In general, both genera isolated in our survey, Bacillus and Mucilaginibacter, have bioremediation potential. However, Bacillus has been more studied with multiple uses, including the production of polymeric compounds and biosolvants, a well-known for sorption and complex pollutants [56]. Mucilaginibacter, on the other hand, is a new genus with a low number of identified species with a potentiality that is still not well explored, which supports our decision to investigate more about bacteria from this genus in the present work (Table 1). All of them were resistance to Mn and Co to the maximum concentration and just a few for Cd and Zn. Resistance of NA was rarely found. Isolate 21p were the colony that presented higher resistance among metals and antibiotic and were selected for the futures steps.

3.2. A potential Novel Metal(loid) Resistant Species from Mucilaginibacter Genus

Mucilaginibacter sp. 21p was addressed by the sequencing of the complete circular genome with one contig with 4,739,655 bp. The genomic GC content of strain 21p, directly calculated from its genome sequence, was determined to be 43.2% which is in the range of the previously described species of the genus Mucilaginibacter, from 39.1 to 47.8%. It was annotated 4334 coding sequencing in RAST and 45.47% CDS in PATRIC (RAST tool kit) [9]. Average nucleotide identity (ANI) presents low similarity with all 60 Mucilaginiobacter genomes from GenBank, inferior to 95%—proposed threshold for species identity [57]. The highest identity was obtained with Mucilaginibacter sp. MYSH2 (accession GCA_003432115) with 80.08%, isolated from beach sand in Yanfyand, South Korea (Table S3). The lowest identity was with M. ginsenosidivorans (3017T) with only 70.22%, isolated from soil of ginseng field, Pocheon province, South Korea [58]. Based on the species Reference Genomes (Table S3), the strain with up to 74.1% identity was obtained with M. rigui, a strain isolated from a freshwater from a wetland, also in South Korea [59] and lowest, we have the same results, being M. ginsenosidivorans the most distance species from the genus. These results suggest that our strain 21p belongs to genus Mucilaginibacter, and that might be representative of a new species.
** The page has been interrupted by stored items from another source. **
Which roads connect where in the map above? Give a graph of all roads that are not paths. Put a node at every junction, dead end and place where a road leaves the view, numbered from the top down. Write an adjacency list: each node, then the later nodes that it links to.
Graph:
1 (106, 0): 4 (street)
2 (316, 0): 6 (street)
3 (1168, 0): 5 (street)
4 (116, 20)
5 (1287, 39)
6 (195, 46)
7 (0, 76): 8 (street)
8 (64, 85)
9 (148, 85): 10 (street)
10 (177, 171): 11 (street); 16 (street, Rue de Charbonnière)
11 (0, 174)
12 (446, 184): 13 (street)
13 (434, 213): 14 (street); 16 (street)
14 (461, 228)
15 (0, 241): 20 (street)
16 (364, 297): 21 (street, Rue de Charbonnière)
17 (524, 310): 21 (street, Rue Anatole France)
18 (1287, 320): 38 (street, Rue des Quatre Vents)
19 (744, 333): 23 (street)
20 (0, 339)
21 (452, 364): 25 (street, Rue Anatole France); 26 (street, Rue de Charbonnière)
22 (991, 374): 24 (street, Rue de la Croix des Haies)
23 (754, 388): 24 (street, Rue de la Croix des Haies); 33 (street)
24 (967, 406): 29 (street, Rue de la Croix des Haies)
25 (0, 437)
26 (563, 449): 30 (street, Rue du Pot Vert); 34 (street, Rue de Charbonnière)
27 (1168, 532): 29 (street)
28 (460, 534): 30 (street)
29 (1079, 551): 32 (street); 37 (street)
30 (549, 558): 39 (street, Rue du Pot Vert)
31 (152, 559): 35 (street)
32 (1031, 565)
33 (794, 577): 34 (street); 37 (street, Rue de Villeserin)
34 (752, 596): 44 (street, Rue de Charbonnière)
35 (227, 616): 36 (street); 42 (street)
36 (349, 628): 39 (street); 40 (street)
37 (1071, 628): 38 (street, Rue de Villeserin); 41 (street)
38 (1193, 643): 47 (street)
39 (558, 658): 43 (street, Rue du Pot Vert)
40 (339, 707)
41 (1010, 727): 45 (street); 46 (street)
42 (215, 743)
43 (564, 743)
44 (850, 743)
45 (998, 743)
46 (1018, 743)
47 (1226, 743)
A phylogenetic tree of 16S rDNA including representative sequences supports the affiliation of this strain at Mucilaginibacter genus (Figure S2), as can be seen in a well-defined genus clade with maximum support of the branch. The similarity between strain 21p and other members of the genus Mucilaginibacter was also supported by the phylogenetic tree’s topology of the complete genome (Figure 2). The 21p showed higher stronger lineage (100% bootstrap value) with seven described species besides M. rigui as showed by ANI evidence; those include M. pedocola, M. pychrotolerans, M. pankratovii, M. glaciei, M. phyllosphaerae, M. rigui, M. terrigena. Despite the closer distance of 21p with those species, our assembly seems to be arranged in a separate independent clade, suggesting that it might have gone through recent speciation events. And among the non-described genomes, the stronger lineage with 21p ones is M. sp. MYSH2, described above, M. sp. 44–25, and M. sp. MD40. For instance, altogether, this genomic evidence strongly suggests that the 21p strain could be a new member of the Mucilaginibacter genus.
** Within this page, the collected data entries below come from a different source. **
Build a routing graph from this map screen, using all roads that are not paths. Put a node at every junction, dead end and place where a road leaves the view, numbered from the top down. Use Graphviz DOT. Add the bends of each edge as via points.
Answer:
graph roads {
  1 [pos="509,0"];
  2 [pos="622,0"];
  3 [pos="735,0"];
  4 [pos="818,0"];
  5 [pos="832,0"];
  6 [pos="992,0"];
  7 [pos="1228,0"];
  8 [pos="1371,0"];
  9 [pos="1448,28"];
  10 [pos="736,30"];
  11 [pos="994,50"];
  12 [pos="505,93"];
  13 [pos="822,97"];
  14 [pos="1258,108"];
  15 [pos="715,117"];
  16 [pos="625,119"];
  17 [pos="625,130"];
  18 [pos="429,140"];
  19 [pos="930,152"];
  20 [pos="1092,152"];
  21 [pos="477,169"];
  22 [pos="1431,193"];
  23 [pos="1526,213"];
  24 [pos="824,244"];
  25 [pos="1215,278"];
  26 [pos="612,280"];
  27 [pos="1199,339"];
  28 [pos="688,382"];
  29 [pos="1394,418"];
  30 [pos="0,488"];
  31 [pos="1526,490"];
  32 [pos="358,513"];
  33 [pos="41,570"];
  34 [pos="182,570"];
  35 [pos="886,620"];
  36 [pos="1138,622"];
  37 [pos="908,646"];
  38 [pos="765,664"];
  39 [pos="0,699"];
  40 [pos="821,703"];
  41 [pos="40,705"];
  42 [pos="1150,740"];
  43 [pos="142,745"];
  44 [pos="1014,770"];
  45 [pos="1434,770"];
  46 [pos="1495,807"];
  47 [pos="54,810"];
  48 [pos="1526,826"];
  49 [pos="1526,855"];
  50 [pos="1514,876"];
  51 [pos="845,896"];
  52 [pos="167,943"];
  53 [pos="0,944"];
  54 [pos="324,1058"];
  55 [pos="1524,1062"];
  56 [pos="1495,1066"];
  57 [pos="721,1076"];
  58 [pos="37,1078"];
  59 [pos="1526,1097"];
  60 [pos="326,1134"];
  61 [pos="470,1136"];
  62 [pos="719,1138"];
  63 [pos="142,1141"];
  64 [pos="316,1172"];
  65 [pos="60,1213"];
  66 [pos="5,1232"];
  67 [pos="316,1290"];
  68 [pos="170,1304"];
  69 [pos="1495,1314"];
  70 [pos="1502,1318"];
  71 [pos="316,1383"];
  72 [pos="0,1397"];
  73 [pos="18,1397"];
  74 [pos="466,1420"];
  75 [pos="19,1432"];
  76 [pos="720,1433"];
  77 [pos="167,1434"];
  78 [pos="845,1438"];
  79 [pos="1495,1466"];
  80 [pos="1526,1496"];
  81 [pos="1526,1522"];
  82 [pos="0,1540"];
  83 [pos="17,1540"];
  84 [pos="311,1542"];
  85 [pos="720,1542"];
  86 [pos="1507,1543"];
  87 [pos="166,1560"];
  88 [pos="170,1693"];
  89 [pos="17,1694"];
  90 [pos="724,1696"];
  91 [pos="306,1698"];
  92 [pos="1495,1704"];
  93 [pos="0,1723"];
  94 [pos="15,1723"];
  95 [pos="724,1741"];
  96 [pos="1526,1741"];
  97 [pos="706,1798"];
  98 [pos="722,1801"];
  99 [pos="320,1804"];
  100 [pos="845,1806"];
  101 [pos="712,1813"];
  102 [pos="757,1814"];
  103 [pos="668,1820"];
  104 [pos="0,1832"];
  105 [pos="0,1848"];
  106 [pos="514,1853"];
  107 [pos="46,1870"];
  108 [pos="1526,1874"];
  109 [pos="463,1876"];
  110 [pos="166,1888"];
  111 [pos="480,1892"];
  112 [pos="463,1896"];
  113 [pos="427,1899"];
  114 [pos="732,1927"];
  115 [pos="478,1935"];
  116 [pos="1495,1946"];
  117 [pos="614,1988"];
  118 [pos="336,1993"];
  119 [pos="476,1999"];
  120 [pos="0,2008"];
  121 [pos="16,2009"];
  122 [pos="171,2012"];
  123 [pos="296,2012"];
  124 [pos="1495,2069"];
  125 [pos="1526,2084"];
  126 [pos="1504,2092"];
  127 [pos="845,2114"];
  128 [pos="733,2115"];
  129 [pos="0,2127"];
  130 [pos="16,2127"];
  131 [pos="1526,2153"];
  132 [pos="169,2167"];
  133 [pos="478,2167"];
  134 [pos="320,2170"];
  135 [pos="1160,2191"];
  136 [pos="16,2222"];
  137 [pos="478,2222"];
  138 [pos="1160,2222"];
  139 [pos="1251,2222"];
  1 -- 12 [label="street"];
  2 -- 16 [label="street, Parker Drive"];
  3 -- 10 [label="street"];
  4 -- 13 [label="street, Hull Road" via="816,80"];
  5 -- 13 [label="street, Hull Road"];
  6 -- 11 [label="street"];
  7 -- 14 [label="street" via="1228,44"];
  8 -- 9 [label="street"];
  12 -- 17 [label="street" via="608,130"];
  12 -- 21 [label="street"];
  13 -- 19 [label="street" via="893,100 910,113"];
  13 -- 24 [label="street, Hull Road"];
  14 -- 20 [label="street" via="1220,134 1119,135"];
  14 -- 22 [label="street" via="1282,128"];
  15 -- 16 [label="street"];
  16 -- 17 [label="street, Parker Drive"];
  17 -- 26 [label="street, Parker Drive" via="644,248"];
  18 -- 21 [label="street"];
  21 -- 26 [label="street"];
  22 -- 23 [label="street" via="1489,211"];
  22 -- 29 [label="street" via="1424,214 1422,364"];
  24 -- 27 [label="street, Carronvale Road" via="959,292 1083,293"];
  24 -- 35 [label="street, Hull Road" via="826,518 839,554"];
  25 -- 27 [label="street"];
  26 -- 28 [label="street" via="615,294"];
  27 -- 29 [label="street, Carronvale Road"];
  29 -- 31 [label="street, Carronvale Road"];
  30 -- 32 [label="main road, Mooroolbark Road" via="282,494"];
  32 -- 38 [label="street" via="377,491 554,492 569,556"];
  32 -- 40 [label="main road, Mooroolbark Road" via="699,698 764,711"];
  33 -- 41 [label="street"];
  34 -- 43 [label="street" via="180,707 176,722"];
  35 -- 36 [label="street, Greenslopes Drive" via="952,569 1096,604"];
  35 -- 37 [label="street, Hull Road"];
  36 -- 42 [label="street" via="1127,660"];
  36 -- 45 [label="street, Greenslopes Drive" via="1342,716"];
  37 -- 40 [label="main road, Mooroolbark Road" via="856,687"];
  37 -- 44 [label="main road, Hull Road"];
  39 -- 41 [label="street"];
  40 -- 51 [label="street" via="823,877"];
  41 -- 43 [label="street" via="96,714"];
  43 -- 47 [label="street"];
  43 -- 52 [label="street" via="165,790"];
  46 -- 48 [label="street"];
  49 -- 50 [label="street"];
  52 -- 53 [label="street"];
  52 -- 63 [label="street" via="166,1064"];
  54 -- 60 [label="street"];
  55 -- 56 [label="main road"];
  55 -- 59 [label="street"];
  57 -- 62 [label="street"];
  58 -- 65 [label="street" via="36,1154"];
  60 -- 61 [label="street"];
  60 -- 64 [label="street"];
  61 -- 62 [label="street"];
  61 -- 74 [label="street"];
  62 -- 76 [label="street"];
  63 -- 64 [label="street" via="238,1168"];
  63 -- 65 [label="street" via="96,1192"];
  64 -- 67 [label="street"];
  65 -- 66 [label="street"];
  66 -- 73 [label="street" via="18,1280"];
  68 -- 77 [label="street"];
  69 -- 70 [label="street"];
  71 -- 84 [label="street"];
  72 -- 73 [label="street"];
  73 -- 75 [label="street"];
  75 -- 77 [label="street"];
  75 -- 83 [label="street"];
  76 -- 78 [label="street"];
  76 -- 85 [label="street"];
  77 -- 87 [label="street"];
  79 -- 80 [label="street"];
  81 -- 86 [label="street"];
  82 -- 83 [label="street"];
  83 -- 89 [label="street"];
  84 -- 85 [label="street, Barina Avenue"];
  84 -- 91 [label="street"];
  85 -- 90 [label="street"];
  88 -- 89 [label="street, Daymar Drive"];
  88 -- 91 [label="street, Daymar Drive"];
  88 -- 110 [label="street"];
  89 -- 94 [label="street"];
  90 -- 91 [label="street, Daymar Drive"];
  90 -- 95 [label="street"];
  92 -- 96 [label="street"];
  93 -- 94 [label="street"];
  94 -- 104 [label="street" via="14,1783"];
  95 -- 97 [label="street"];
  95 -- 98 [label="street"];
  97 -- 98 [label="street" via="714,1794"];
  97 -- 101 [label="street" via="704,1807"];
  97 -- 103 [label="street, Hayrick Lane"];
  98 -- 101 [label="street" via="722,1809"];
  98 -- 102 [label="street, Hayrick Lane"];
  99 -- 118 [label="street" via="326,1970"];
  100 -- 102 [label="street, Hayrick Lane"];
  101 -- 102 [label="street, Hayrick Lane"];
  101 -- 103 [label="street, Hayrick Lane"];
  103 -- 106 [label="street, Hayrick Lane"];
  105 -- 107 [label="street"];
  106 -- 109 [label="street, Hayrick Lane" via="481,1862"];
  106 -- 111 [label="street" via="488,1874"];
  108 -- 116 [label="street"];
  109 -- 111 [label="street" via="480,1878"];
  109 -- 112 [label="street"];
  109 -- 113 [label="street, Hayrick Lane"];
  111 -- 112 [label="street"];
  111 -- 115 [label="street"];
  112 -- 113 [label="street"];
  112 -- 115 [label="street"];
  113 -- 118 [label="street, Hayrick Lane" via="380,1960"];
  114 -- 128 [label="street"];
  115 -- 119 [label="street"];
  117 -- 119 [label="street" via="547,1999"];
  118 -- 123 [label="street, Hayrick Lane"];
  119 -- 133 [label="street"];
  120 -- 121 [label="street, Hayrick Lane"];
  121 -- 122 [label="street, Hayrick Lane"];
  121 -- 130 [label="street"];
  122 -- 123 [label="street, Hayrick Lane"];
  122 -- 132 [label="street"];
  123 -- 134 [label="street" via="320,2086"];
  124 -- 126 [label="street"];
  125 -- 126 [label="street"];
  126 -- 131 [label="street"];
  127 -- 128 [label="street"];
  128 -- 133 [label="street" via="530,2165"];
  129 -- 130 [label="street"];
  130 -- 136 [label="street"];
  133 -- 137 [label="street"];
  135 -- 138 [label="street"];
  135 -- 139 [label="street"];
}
Species of this genus has been isolated from a wide range of terrestrial and aquatic habitats. The genus Mucilaginibacter has a strictly aerobic or facultatively anaerobic metabolism, variable for catalase and oxidase, and high activities of extracellular polymeric substances [10]. This versatile metabolic characteristic allows the genus to be distributed in a wide ecological niche, having a key role in degrading various biopolymers as M. gynuensis isolated from wood [60] and oxidating metal as M. rubeus and M. kameinonensis isolated from contaminated soil [61].
Among the seven closest described species at the phylogenetic tree, M. pedocola was the only isolated in metal contaminated areas. M. psychrotolerant, M. glaciei, M. pankratovii, M. rigui were isolated in flesh water or soils with high moisture, as peatland, similar areas than 21p were isolated (Figure 3). For this reason, the elicitation of the mechanism of adaption of this strain could be important for the understanding of the impact of metal contamination in the sampled environment.
In order to characterize the functional genomic variation of the 21p strain we conducted a pangenome analysis for the determination of the orthologous gene family’s presence/absence across 32 representative Mucilaginibacter species. Pangenome results revealed the presence of gene coding resistance in our assembly that is shared with just one or two other species as yojl and cusC, related with efflux plumps, important for the resistance of bacteria (Table 2) and the absence of others genes (Table S4).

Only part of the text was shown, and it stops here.